Please report how many lines in the data below contain "Avenue". Nothing besides the number should be written.

Records from a collection
------------------------------------------------
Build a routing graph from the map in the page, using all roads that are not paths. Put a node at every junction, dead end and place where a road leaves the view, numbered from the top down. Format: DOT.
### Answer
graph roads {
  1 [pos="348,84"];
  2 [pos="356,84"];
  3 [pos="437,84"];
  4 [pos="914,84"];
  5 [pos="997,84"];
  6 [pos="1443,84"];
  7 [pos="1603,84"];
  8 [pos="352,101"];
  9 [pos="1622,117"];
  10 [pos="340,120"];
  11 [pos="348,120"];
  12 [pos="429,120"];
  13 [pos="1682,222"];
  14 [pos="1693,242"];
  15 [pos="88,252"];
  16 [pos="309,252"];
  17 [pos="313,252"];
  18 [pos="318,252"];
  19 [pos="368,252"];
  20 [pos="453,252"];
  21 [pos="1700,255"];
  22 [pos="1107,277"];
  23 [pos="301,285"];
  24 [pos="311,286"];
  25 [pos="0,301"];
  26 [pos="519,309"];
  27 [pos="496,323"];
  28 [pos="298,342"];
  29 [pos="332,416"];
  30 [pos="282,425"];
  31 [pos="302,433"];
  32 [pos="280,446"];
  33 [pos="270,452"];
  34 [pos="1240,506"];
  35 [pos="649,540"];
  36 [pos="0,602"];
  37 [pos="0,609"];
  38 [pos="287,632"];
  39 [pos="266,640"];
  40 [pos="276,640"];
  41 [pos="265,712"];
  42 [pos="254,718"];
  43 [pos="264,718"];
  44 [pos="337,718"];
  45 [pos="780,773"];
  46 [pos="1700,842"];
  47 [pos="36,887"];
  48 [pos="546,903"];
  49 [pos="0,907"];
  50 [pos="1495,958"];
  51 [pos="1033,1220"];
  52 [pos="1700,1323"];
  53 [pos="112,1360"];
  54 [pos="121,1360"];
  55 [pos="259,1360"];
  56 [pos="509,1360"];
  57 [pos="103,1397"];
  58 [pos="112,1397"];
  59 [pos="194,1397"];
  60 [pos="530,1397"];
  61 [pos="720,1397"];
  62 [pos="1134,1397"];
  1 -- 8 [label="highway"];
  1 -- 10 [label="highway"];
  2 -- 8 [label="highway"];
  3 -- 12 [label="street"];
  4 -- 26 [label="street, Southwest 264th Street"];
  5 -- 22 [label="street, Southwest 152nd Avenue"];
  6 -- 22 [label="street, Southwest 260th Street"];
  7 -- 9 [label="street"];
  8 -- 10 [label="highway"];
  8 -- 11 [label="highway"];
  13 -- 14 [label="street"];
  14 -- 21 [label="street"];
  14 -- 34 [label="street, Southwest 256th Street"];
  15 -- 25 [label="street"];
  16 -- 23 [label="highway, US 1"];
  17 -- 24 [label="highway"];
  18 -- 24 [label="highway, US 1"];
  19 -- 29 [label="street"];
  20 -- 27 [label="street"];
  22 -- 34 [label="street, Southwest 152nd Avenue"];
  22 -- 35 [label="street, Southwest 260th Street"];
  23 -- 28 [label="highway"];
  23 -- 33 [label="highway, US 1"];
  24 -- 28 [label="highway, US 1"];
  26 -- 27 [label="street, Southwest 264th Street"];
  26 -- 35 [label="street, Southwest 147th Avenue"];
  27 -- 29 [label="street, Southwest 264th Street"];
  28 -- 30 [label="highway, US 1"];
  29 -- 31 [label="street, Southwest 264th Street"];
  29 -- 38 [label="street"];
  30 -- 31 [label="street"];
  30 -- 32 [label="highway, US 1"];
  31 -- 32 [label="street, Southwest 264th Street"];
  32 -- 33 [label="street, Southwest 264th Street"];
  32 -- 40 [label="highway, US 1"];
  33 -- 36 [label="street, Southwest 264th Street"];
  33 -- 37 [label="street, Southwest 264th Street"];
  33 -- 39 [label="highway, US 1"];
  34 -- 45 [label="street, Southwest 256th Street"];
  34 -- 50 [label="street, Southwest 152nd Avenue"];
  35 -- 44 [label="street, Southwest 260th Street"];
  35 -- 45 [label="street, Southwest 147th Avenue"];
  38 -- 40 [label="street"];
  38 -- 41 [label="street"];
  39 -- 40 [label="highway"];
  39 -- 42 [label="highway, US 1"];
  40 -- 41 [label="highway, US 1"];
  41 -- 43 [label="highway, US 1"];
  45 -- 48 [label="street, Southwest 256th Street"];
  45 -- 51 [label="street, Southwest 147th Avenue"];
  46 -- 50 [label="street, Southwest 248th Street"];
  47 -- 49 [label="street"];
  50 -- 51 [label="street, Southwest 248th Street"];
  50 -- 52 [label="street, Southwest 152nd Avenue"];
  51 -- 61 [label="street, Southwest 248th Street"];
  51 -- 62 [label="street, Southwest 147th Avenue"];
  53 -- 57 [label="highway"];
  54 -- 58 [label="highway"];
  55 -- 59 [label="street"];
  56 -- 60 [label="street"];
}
------------------------------------------------
Your response
8